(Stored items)
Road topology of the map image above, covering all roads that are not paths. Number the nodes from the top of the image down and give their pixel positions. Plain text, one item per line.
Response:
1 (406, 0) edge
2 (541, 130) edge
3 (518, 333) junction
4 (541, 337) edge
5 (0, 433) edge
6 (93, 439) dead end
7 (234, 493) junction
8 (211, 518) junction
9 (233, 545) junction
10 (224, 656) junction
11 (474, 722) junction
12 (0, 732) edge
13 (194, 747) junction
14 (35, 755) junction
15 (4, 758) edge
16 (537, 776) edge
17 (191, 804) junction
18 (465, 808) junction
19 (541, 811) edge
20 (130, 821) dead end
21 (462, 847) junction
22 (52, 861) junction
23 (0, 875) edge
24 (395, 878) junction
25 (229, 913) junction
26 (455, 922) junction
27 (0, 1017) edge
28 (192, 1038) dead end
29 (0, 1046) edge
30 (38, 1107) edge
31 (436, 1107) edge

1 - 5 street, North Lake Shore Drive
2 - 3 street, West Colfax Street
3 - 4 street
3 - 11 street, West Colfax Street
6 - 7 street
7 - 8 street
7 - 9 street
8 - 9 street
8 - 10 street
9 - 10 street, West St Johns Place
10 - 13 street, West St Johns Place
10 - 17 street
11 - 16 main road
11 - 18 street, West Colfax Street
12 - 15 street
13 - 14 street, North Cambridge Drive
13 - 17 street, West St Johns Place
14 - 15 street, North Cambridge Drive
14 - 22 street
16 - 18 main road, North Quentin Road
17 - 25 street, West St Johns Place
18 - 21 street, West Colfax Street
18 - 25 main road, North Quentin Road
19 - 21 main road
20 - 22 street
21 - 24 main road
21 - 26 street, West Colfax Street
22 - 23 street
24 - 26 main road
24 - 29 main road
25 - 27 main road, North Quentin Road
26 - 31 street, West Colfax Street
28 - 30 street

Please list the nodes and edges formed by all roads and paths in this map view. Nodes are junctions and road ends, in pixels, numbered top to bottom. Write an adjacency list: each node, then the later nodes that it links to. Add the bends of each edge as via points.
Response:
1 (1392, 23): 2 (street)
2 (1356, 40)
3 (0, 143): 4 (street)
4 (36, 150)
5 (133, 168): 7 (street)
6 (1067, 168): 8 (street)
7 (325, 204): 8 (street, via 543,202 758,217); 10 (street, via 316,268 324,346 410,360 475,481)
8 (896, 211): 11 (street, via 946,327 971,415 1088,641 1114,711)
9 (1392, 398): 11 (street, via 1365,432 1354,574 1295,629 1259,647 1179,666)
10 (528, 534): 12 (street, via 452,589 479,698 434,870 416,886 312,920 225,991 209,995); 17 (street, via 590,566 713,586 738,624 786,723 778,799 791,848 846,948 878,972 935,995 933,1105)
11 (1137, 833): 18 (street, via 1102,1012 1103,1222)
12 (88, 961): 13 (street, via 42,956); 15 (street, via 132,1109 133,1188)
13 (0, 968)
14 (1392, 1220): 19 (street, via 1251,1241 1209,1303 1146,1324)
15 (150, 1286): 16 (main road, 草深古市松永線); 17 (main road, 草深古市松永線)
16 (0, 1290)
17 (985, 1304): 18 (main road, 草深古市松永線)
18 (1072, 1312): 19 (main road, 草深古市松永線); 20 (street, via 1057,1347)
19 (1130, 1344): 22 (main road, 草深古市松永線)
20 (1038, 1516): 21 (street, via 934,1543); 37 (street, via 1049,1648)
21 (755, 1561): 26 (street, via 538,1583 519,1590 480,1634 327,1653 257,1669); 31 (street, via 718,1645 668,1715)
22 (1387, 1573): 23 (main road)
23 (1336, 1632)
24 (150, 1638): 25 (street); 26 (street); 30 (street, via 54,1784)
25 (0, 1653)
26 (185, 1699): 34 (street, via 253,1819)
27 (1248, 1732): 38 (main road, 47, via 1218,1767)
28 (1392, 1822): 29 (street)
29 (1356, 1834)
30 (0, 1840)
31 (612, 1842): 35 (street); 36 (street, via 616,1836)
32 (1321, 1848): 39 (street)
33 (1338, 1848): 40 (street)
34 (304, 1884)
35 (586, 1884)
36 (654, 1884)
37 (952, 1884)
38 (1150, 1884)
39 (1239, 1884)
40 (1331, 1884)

WHAT THIS TASK INVOLVES: The lines above are to be retyped exactly, with none omitted.

FINAL ANSWER:
Road topology of the map image above, covering all roads that are not paths. Number the nodes from the top of the image down and give their pixel positions. Plain text, one item per line.
Response:
1 (406, 0) edge
2 (541, 130) edge
3 (518, 333) junction
4 (541, 337) edge
5 (0, 433) edge
6 (93, 439) dead end
7 (234, 493) junction
8 (211, 518) junction
9 (233, 545) junction
10 (224, 656) junction
11 (474, 722) junction
12 (0, 732) edge
13 (194, 747) junction
14 (35, 755) junction
15 (4, 758) edge
16 (537, 776) edge
17 (191, 804) junction
18 (465, 808) junction
19 (541, 811) edge
20 (130, 821) dead end
21 (462, 847) junction
22 (52, 861) junction
23 (0, 875) edge
24 (395, 878) junction
25 (229, 913) junction
26 (455, 922) junction
27 (0, 1017) edge
28 (192, 1038) dead end
29 (0, 1046) edge
30 (38, 1107) edge
31 (436, 1107) edge

1 - 5 street, North Lake Shore Drive
2 - 3 street, West Colfax Street
3 - 4 street
3 - 11 street, West Colfax Street
6 - 7 street
7 - 8 street
7 - 9 street
8 - 9 street
8 - 10 street
9 - 10 street, West St Johns Place
10 - 13 street, West St Johns Place
10 - 17 street
11 - 16 main road
11 - 18 street, West Colfax Street
12 - 15 street
13 - 14 street, North Cambridge Drive
13 - 17 street, West St Johns Place
14 - 15 street, North Cambridge Drive
14 - 22 street
16 - 18 main road, North Quentin Road
17 - 25 street, West St Johns Place
18 - 21 street, West Colfax Street
18 - 25 main road, North Quentin Road
19 - 21 main road
20 - 22 street
21 - 24 main road
21 - 26 street, West Colfax Street
22 - 23 street
24 - 26 main road
24 - 29 main road
25 - 27 main road, North Quentin Road
26 - 31 street, West Colfax Street
28 - 30 street

Please list the nodes and edges formed by all roads and paths in this map view. Nodes are junctions and road ends, in pixels, numbered top to bottom. Write an adjacency list: each node, then the later nodes that it links to. Add the bends of each edge as via points.
Response:
1 (1392, 23): 2 (street)
2 (1356, 40)
3 (0, 143): 4 (street)
4 (36, 150)
5 (133, 168): 7 (street)
6 (1067, 168): 8 (street)
7 (325, 204): 8 (street, via 543,202 758,217); 10 (street, via 316,268 324,346 410,360 475,481)
8 (896, 211): 11 (street, via 946,327 971,415 1088,641 1114,711)
9 (1392, 398): 11 (street, via 1365,432 1354,574 1295,629 1259,647 1179,666)
10 (528, 534): 12 (street, via 452,589 479,698 434,870 416,886 312,920 225,991 209,995); 17 (street, via 590,566 713,586 738,624 786,723 778,799 791,848 846,948 878,972 935,995 933,1105)
11 (1137, 833): 18 (street, via 1102,1012 1103,1222)
12 (88, 961): 13 (street, via 42,956); 15 (street, via 132,1109 133,1188)
13 (0, 968)
14 (1392, 1220): 19 (street, via 1251,1241 1209,1303 1146,1324)
15 (150, 1286): 16 (main road, 草深古市松永線); 17 (main road, 草深古市松永線)
16 (0, 1290)
17 (985, 1304): 18 (main road, 草深古市松永線)
18 (1072, 1312): 19 (main road, 草深古市松永線); 20 (street, via 1057,1347)
19 (1130, 1344): 22 (main road, 草深古市松永線)
20 (1038, 1516): 21 (street, via 934,1543); 37 (street, via 1049,1648)
21 (755, 1561): 26 (street, via 538,1583 519,1590 480,1634 327,1653 257,1669); 31 (street, via 718,1645 668,1715)
22 (1387, 1573): 23 (main road)
23 (1336, 1632)
24 (150, 1638): 25 (street); 26 (street); 30 (street, via 54,1784)
25 (0, 1653)
26 (185, 1699): 34 (street, via 253,1819)
27 (1248, 1732): 38 (main road, 47, via 1218,1767)
28 (1392, 1822): 29 (street)
29 (1356, 1834)
30 (0, 1840)
31 (612, 1842): 35 (street); 36 (street, via 616,1836)
32 (1321, 1848): 39 (street)
33 (1338, 1848): 40 (street)
34 (304, 1884)
35 (586, 1884)
36 (654, 1884)
37 (952, 1884)
38 (1150, 1884)
39 (1239, 1884)
40 (1331, 1884)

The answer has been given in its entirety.